Yeah, right…and I learned reading, writing and arithmetic from Day 1 because they’re so incredibly intuitive.
And church history is really about how faithful (or at times, how faithless) the church has been at handing down the traditions begun by Jesus and the apostles. Admittedly, talking about tradition tends to bug the Protestant in me, but my adverse reaction isn’t so much a response to tradition (if it’s simply the biblical truth being passed down in ways the church can learn and grow from it) but traditionalism. Traditionalism celebrates the form not the function, the husk not the heart, the ceremony for ceremony sake without any justification from God’s Word. Traditionalism sometimes makes tradition equal to Scripture, sometimes (in practice) over Scripture and sometimes departing from Scripture altogether. I have no stomach for traditionalism.
However, learning about tradition, at least in the 2 Timothy 2:2 sake, is something one will cherish as they study church history – how did the church keep its fidelity to Jesus and his Word throughout the centuries? The list is long of the those who faithfully carried the baton: Ignatius, Irenaeus, Tertullian, Hippolytus, Athanasius, The Cappadocian Fathers, Ambrose, Leo, Augustine and so on.
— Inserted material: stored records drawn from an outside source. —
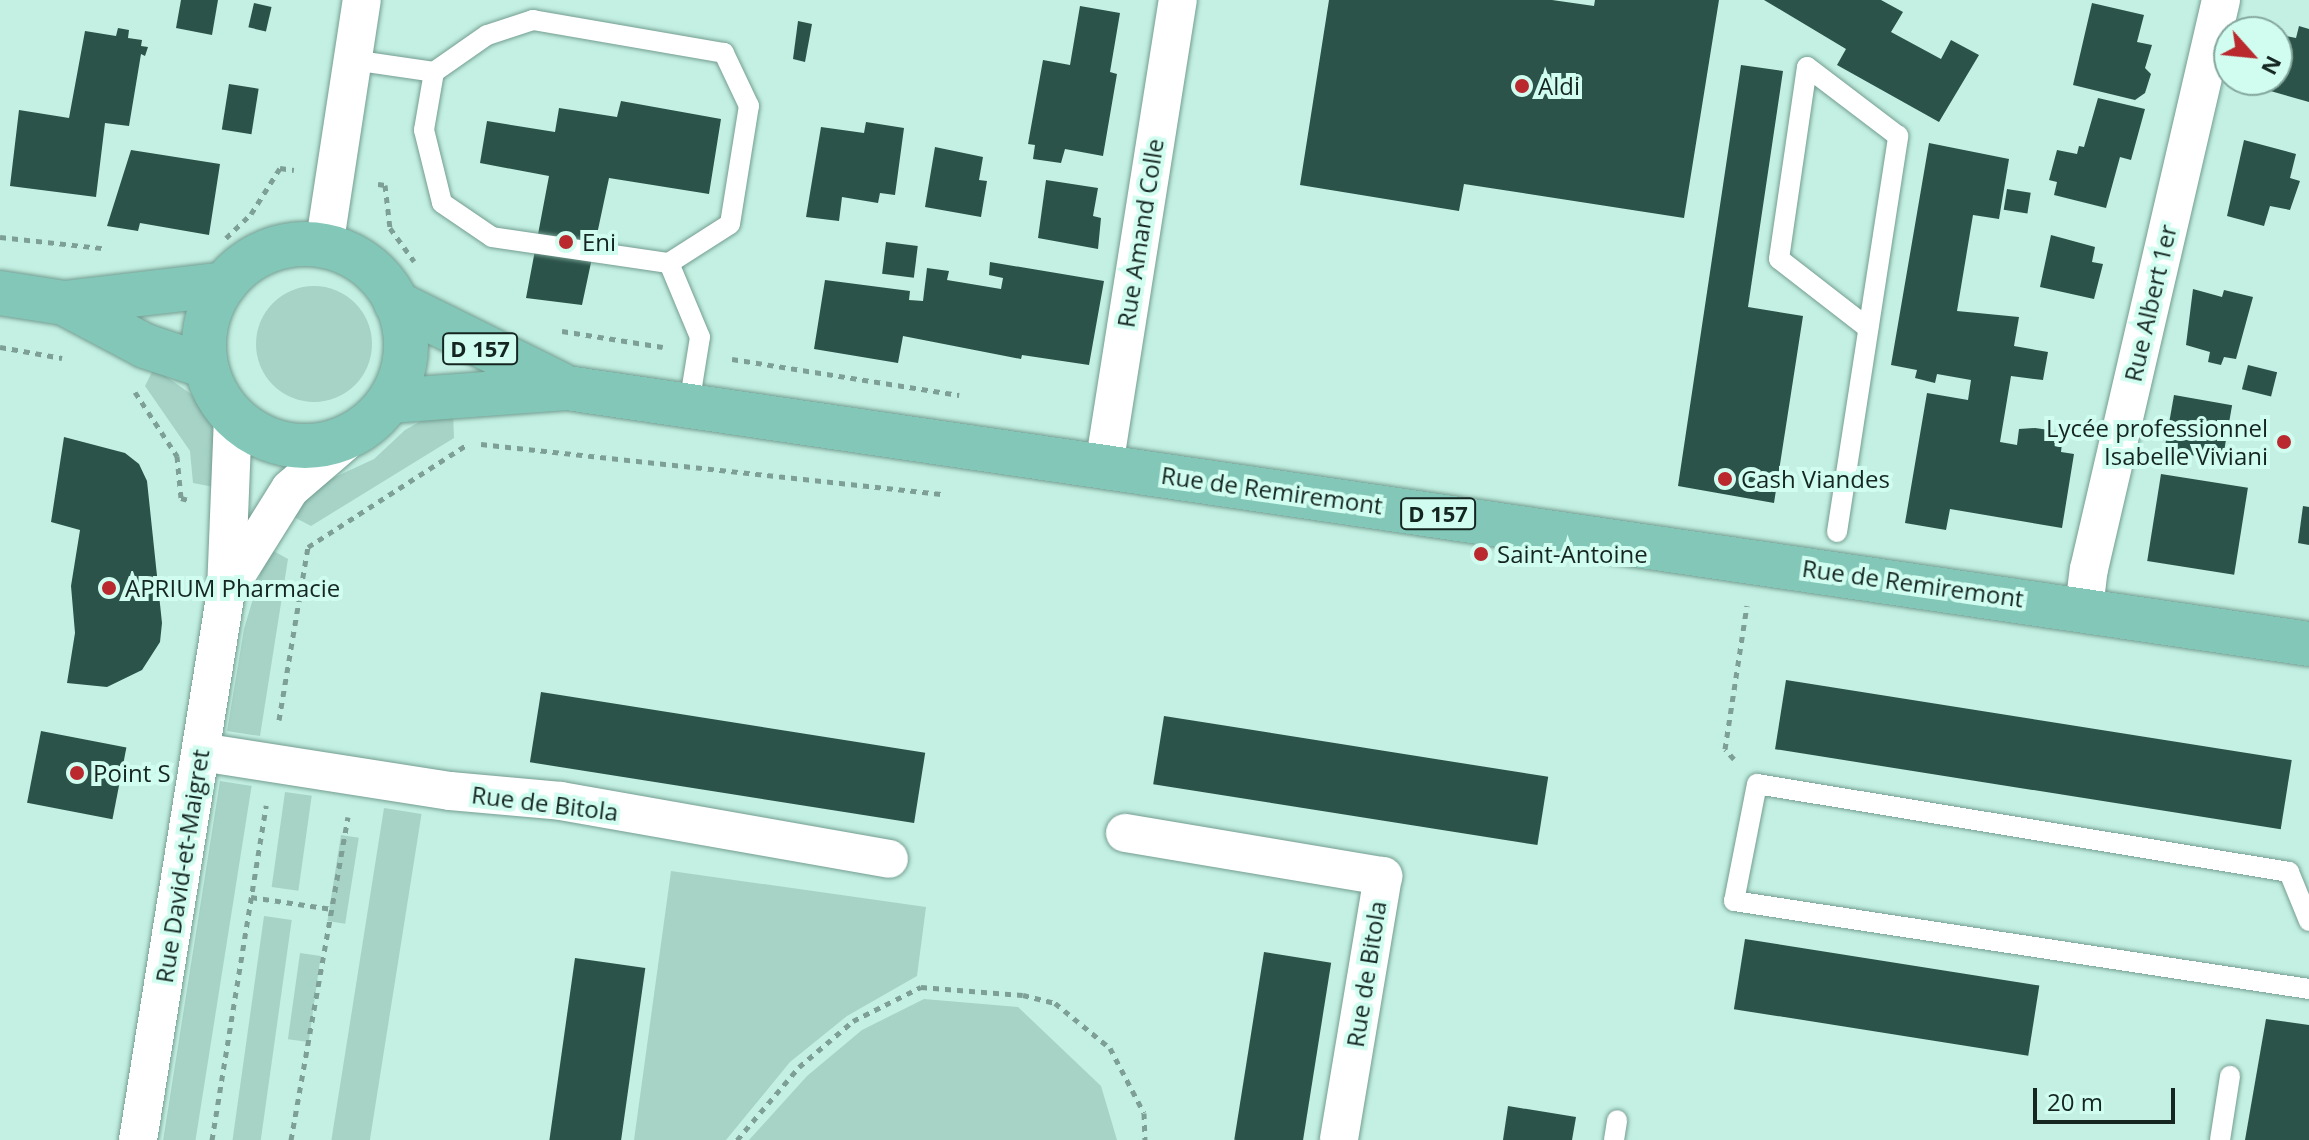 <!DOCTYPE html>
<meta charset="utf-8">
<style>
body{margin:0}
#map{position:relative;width:2309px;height:1140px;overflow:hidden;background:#c3f0e2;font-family:"Open Sans",sans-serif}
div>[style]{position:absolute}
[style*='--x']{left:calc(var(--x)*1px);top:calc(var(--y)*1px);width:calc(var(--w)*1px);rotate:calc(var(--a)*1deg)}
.green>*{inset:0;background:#a6d3c6;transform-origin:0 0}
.round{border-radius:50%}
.building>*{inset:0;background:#2b5349;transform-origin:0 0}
.path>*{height:5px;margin-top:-2.5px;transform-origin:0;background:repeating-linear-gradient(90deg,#7d9f95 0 6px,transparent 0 12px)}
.roads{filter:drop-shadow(0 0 2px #749d91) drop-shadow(0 0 2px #749d91)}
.service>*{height:20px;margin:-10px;padding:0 10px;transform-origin:10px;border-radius:10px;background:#fff}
.minor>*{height:38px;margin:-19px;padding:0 19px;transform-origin:19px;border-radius:19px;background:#fff}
.primary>*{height:44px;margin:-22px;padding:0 22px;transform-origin:22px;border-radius:22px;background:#83c7b8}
.primary>.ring{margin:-22px;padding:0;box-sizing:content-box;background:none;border:44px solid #83c7b8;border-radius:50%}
.dots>*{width:22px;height:22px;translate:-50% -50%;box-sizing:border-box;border:4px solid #d0fdef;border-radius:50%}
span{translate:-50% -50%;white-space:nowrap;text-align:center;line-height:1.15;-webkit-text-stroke:8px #d0fdef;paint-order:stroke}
.shield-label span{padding:2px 6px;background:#d0fdef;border:2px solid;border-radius:6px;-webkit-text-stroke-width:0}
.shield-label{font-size:22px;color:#152621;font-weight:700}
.poi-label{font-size:24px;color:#152621}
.left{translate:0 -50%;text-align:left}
.right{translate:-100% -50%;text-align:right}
.street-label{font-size:24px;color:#152621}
.north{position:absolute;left:2213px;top:16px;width:80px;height:80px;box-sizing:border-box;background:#d0fdef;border:2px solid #85a79d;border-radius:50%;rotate:117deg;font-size:22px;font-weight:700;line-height:32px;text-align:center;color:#152621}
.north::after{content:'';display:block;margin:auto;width:28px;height:36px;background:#b9292e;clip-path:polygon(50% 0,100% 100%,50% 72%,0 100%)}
.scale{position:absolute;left:2033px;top:1088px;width:142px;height:36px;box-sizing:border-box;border:4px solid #152621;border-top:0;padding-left:10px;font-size:24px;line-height:28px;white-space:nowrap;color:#152621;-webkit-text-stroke:6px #d0fdef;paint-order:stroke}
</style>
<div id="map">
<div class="green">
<div class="round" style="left:256px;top:286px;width:116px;height:116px"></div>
<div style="clip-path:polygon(154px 368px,191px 394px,213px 426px,220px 445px,219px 488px,193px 483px,190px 451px,145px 386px)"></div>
<div style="clip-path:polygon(453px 412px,454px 438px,311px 526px,290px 515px,320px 484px,374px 459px,405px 430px,430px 416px)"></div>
<div style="clip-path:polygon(268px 548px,288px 559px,260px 736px,227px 731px,244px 629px)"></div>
<div style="left:220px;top:781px;width:32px;height:364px;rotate:9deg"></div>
<div style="left:285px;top:792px;width:27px;height:96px;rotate:8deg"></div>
<div style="left:384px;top:808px;width:38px;height:336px;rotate:9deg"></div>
<div style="left:341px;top:835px;width:18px;height:87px;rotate:9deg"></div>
<div style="clip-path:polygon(671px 871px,926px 907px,917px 976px,847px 1016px,790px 1062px,726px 1140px,634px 1140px)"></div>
<div style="left:264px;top:916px;width:28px;height:227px;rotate:8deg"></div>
<div style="left:300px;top:953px;width:21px;height:87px;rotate:8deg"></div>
<div style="clip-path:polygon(924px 999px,1018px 1007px,1101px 1086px,1117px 1140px,749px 1140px,807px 1076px,862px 1030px)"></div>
</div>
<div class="building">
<div style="clip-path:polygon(181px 0,218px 0,212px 35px,176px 28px)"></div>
<div style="clip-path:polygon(1329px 0,1552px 0,1594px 6px,1595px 0,1719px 0,1684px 218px,1464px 184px,1459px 211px,1300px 185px)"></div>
<div style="clip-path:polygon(1764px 0,1881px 0,1903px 12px,1891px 32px,1941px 59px,1951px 40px,1979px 55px,1939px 122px,1837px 65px,1846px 49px)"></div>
<div style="left:254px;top:3px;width:18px;height:25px;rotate:13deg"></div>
<div style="clip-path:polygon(2092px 3px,2144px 15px,2137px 42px,2152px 45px,2145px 68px,2151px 74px,2145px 93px,2135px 100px,2073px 85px)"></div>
<div style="clip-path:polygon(1080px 6px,1120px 13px,1110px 72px,1117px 74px,1103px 156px,1065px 149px,1061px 163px,1033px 159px,1035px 145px,1028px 144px,1043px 60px,1070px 65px)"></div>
<div style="clip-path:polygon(798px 21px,812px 24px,805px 62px,793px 59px)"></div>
<div style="clip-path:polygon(2299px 26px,2309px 29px,2309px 102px,2267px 90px,2270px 80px,2277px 80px,2277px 34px,2296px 38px)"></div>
<div style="clip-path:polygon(118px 28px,129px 30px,128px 38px,142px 40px,141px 46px,148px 47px,145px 56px,141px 54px,129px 126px,105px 123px,96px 197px,10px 186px,19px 110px,69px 118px,85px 31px,116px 36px)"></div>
<div style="clip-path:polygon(1741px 65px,1783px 71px,1748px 307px,1803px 316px,1774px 503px,1678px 486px)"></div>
<div style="left:229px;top:84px;width:30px;height:46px;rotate:9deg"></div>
<div style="clip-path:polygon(2098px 98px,2145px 109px,2131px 160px,2120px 157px,2106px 208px,2054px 195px,2057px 182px,2049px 180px,2057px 150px,2077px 154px,2079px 146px,2084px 147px)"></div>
<div style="clip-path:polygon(621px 101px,721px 119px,709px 194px,609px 178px,582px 305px,526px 298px,549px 176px,480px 163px,487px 121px,555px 132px,559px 108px,617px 117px)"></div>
<div style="clip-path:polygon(866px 122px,904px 128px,895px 195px,880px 193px,878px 203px,842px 197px,839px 221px,806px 217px,821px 127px,864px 133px)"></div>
<div style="clip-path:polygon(2244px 140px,2296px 154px,2290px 178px,2300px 181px,2290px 210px,2270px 206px,2264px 226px,2227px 216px)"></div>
<div style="clip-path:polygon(1929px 143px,2009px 159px,1999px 219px,1973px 215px,1957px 311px,2019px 317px,2014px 346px,2048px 352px,2043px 380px,2011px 376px,2000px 442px,2017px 445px,2019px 429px,2035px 428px,2056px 431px,2054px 443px,2062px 443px,2061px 452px,2074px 454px,2062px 528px,1950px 509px,1946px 530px,1905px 523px,1927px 393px,1968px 400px,1971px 380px,1937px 374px,1935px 383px,1915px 378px,1917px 370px,1891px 365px)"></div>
<div style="clip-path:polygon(935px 147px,983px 157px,979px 180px,987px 181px,981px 217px,925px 207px)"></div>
<div style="clip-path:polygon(131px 150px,220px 164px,209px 235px,140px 223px,138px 231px,107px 226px)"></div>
<div style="clip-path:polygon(1046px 180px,1098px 188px,1093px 216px,1101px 218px,1098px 249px,1038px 238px)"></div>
<div style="left:2007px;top:189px;width:24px;height:21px;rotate:9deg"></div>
<div style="clip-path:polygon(2051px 235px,2095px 247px,2092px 262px,2103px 264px,2094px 299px,2040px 287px)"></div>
<div style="left:886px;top:242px;width:32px;height:32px;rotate:7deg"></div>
<div style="clip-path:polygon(990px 262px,1104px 281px,1089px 365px,1022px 355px,1021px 359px,903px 336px,898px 363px,814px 349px,825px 280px,910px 291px,909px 300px,923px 301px,927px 268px,949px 271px,947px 280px,1001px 289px,1003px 278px,989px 275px)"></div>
<div style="clip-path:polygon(2193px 289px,2222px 297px,2224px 290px,2253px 297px,2236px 359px,2224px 357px,2221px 365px,2208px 362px,2210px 352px,2186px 345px)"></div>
<div style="left:2248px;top:365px;width:30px;height:25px;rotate:14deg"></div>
<div style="left:2174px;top:395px;width:59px;height:56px;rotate:10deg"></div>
<div style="clip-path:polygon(64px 437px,125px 453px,139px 464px,147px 481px,162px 623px,160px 642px,142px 670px,107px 687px,67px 683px,75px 633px,71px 586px,80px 530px,51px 522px)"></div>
<div style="left:2161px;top:474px;width:88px;height:88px;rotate:9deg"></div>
<div style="clip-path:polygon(2303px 506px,2309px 507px,2309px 545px,2298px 543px)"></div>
<div style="left:1786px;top:680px;width:512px;height:70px;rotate:9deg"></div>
<div style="left:541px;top:692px;width:389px;height:71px;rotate:9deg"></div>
<div style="left:1164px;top:716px;width:389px;height:69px;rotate:9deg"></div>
<div style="left:41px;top:731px;width:87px;height:73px;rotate:11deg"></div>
<div style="left:1745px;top:939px;width:298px;height:71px;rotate:9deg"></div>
<div style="left:1264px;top:952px;width:68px;height:190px;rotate:9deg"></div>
<div style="left:575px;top:958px;width:71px;height:184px;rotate:8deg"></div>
<div style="clip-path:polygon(2266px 1019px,2309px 1025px,2309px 1140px,2245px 1140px)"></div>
<div style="clip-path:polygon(1508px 1106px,1576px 1117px,1572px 1140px,1503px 1140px)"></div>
</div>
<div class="path">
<div style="--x:378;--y:184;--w:7;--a:8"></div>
<div style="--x:385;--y:185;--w:43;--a:83.4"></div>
<div style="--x:390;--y:228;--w:41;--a:54"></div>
<div style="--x:0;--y:237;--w:103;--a:6.2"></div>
<div style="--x:226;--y:238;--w:35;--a:-44"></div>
<div style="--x:251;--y:214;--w:54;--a:-57.8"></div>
<div style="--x:280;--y:168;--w:14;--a:8"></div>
<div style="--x:562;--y:331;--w:102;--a:9"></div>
<div style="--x:0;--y:347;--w:63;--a:10.1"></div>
<div style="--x:732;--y:359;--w:230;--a:9"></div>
<div style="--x:135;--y:392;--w:77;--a:56.7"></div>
<div style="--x:177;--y:456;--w:42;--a:84.6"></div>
<div style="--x:181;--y:498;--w:7;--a:16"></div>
<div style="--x:481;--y:444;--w:463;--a:6.2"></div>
<div style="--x:279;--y:720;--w:175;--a:-80.5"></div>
<div style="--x:308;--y:547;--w:190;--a:-32.8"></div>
<div style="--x:1734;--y:759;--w:13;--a:-132"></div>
<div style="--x:1725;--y:749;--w:145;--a:-81.3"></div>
<div style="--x:251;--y:897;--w:82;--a:8.4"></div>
<div style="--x:212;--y:1140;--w:339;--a:-80.8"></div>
<div style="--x:291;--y:1140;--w:328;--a:-80"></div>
<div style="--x:737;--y:1140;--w:96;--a:-49.7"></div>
<div style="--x:799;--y:1067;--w:71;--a:-40.4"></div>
<div style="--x:853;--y:1021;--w:76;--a:-26.6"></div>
<div style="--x:921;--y:987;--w:102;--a:4.5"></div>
<div style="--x:1023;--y:995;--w:33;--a:14"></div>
<div style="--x:1055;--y:1003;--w:71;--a:39.3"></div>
<div style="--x:1110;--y:1048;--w:73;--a:62.4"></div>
<div style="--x:1144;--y:1113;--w:27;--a:88"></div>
</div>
<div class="roads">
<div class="service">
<div style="--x:353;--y:60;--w:82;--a:8.4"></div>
<div style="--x:669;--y:263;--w:72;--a:-32.6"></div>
<div style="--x:730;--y:224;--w:120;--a:-80.9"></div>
<div style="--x:749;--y:106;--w:59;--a:-115.3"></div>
<div style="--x:724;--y:53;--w:194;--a:-170.2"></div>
<div style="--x:533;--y:20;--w:48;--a:161.9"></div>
<div style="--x:487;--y:35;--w:65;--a:145.1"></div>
<div style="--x:434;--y:72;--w:59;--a:99.8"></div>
<div style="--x:424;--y:130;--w:75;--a:76.1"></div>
<div style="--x:442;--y:203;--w:60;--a:34.2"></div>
<div style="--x:492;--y:237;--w:179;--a:8.4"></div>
<div style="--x:669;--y:263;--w:80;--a:67.3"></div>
<div style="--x:700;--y:337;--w:69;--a:99.2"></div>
<div style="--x:1837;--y:532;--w:401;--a:-81.2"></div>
<div style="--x:1898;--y:136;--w:114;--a:-142.8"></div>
<div style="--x:1807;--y:67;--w:194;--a:98.3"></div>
<div style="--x:1779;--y:259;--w:113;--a:37.8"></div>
<div style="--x:2309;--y:921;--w:53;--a:-112.2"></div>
<div style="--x:2289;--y:872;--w:539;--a:-170.61"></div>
<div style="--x:1757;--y:784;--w:119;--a:101.1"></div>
<div style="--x:1734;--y:901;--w:582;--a:8.7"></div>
<div style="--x:1614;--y:1140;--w:20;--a:-81"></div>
<div style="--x:2220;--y:1140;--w:65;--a:-81.1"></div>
</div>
<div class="minor">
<div style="--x:324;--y:247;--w:250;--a:-81.3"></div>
<div style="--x:1104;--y:466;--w:472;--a:-81"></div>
<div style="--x:230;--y:585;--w:113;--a:-58"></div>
<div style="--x:290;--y:489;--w:84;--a:-40.7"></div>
<div style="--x:2084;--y:608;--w:39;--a:-83"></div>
<div style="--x:2089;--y:569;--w:584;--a:-76.94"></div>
<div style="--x:201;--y:752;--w:252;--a:8.9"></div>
<div style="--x:450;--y:791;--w:111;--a:5.1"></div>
<div style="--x:561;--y:801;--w:333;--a:10"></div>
<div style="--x:1125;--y:833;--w:262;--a:9.5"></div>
<div style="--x:1383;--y:876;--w:268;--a:99.5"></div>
<div style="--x:138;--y:1140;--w:556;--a:-80.89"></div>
<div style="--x:226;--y:591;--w:173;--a:-87.7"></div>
</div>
<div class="primary">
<div class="ring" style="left:204px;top:244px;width:158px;height:158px"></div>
<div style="--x:0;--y:293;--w:65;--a:8.9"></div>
<div style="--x:64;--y:303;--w:162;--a:-6.7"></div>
<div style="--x:64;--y:303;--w:92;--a:28"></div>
<div style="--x:145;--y:346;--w:63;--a:18.4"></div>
<div style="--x:396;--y:303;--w:184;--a:26.4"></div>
<div style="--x:390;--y:401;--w:177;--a:-4.2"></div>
<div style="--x:567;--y:388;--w:1761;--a:8.36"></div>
</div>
</div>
<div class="dots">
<div style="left:1522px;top:86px;background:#b9292e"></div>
<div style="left:566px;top:242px;background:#b9292e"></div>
<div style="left:2284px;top:442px;background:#b9292e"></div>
<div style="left:1725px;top:479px;background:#b9292e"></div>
<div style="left:1481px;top:554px;background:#b9292e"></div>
<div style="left:109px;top:588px;background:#b9292e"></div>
<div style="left:77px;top:773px;background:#b9292e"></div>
</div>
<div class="shield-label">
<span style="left:480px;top:349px">D 157</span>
<span style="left:1438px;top:514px">D 157</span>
</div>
<div class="poi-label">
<span class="left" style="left:1538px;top:86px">Aldi</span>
<span class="left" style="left:582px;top:242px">Eni</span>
<span class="right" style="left:2268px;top:442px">Lycée professionnel<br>Isabelle Viviani</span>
<span class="left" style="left:1741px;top:479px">Cash Viandes</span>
<span class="left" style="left:1497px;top:554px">Saint-Antoine</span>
<span class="left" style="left:125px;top:588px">APRIUM Pharmacie</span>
<span class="left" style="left:93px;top:773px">Point S</span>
</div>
<div class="street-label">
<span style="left:1140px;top:233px;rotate:-81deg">Rue Amand Colle</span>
<span style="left:2150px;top:303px;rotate:-77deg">Rue Albert 1er</span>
<span style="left:1272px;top:490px;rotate:8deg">Rue de Remiremont</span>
<span style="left:1913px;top:583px;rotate:8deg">Rue de Remiremont</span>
<span style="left:545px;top:803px;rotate:7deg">Rue de Bitola</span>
<span style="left:182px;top:866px;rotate:-81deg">Rue David-et-Maigret</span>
<span style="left:1366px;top:974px;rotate:-81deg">Rue de Bitola</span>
</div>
<div class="north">N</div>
<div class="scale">20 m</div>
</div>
These men kept to the heart of 2 Timothy 2:2 by developing the traditions for the church which would keep her faithful to Jesus and the Gospel, things such as formulations on the Trinity, the deity of Christ, and the Creeds (e.g., Nicene). These traditions were essential for the survival of a church continually attacked doctrinally from both outside and in.
Now that’s a tradition I can get behind.
P.S. – The genesis of this post comes from my completion last week of a wonderful little book on the history of the early church by Stephen J. Nichols entitled For Us and for Our Salvation: The Doctrine of Christ in the Early Church. I highly recommend it for those who want a brief glimpse into what was going on in the Church during first four centuries after the apostles had passed away…and passed down their traditions. So take a chance and temporarily set aside a book enjoying its 15 minutes of evangelical fame for the story of those whose writings will demonstrate their relevance long after others have been forgotten.